Hong Kong And Australia Agree Investor-State Dispute Resolution In New FTA.

Legal News & Analysis - Asia Pacific - Hong Kong - Australia - FDI

7 May, 2019


Hong Kong and Australia have signed a wide-ranging free trade agreement in a variety of areas including trade in goods and services, government procurement, construction, communications, and intellectual property.

The "Investment Agreement between the Government of the Hong Kong Special Administrative Region of the People's Republic of China and the Government of Australia" (the "Agreement"), signed in Sydney on 26 March 2019, is the fourth free trade agreement to be signed by the Hong Kong government since the present administration took office in July 2017. Hong Kong's Chief Executive Carrie Lam Cheng Yuet-ngor lauded the Agreement, believed to be worth US$13 billion, as "very substantive".

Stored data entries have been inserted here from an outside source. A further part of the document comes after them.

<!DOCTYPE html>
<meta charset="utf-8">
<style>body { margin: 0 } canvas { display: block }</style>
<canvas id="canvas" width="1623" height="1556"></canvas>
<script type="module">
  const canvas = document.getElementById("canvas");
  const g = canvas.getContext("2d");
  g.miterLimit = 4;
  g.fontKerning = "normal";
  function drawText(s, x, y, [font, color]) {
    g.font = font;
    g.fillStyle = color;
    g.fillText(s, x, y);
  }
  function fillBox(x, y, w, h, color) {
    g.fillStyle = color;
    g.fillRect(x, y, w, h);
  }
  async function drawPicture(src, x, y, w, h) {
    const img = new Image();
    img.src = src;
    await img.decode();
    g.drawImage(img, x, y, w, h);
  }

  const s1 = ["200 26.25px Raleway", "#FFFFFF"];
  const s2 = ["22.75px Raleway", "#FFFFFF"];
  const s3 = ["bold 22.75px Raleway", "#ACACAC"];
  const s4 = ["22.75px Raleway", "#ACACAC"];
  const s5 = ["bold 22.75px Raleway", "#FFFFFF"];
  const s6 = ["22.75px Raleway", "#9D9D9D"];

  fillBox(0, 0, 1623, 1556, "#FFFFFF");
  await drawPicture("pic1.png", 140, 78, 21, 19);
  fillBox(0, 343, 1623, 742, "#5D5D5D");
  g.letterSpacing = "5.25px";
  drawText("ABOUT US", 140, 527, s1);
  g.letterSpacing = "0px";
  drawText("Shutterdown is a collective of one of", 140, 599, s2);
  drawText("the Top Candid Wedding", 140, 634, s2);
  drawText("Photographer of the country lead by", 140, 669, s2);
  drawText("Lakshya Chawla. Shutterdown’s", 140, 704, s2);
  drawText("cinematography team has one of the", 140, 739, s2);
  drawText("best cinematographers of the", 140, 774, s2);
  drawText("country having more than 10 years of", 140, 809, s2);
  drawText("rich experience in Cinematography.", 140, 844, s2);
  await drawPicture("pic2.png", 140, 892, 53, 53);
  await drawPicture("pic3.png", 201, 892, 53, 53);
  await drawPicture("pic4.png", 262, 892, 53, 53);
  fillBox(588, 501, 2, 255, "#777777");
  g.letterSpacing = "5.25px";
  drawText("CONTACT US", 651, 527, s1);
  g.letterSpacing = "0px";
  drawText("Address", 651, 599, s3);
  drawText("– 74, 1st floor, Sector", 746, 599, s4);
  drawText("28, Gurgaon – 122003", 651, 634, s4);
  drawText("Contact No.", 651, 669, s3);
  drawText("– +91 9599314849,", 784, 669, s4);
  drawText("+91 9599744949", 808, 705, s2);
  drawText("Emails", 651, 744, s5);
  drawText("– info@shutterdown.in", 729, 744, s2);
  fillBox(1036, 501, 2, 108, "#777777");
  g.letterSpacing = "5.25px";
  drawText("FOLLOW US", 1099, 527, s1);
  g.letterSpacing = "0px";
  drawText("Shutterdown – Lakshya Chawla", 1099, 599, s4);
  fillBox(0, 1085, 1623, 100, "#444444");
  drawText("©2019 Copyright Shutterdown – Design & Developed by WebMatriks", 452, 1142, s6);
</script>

The Agreement is thought to be the first time that Australia has committed to liberalising the full range of its arbitration, conciliation and mediation services.

Settlement of disputes

In the event of an investment dispute, the Agreement states that the claimant and respondent "shall initially seek to resolve the investment dispute through consultations, which may include the use of non-binding, third party procedures, such as good offices, conciliation or mediation" (Article 23).

Familiar clauses

The Agreement contains several clauses familiar to readers of bilateral investment treaties including:


  • Articles 4 and 5 guarantee that each party shall accord to the other treatment no less favourable than that it accords its own investors (Article 4) and to investors of any non-party (Article 5), subject to significant exceptions on each side that include areas such as foreign purchases of land, education, communication services, nationalisation and privatisation and law enforcement. Taxation matters are also excluded for the most part;
  • Article 8 guarantees each party fair and equitable treatment and full protection and security, the latter usually concerned with the physical protection of the investment and of the investor. The wording is narrower than in the previous 1993 Hong Kong-Australia Bilateral Investment Treaty, reflecting the perception that the broader wording may offer redress where a claim for expropriation is not supported by the facts;
  • Article 10 deals with expropriation and compensation, under which neither party can expropriate a covered investment except for a public purpose, in a non-discriminatory manner, on payment of compensation and in accordance with due process of law. Non-discriminatory regulatory actions designed to protect public health, safety and the environment, do not constitute "expropriations", save in rare circumstances;
  • Article 23 obliges the parties to seek to resolve disputes through consultations, which may include the use of non-binding, third party procedures, such as conciliation or mediation;
  • Article 24 allows either party to submit an investment dispute to arbitration if it has not been resolved within six months of the receipt of a written request for consultations under Article 23. Claims are deemed submitted when the notice of arbitration is received by the respondent. Whilst the UNCITRAL arbitration rules are referenced as the default rules for arbitration, the parties may agree to refer disputes to any other arbitral institution or under any other arbitration rules;
  • Article 25 specifies that where disputes arise relating to financial services, all arbitrators appointed to the panel must have requisite experience in financial services law or practice;
  • Article 27 prescribes a limitation period of three years and six months from the date the claimant first acquired, or should have first acquired, knowledge of the relevant breach and the incurring of loss or damage;
  • Articles 28 onwards address the selection of arbitrators, conduct of the arbitration, transparency of proceedings, the appointment of experts, consolidation of claims and awards.


The road ahead

The signing of the Agreement is an important step forward for both Australia and Hong Kong. Hong Kong has seen its exports fall by as much as nearly 6% year on year as at December 2018 due to the global trade war between Washington and Beijing. Australia was Hong Kong's seventh largest trading partner in 2017, whilst Hong Kong was Australia's twelfth most significant export destination. 


The agreement means that Australia can be sure that Hong Kong will not apply tariffs on Australian goods in the future. For its part, Australia will now enjoy free trade agreements with seven out of its top eight main export destinations for goods and services.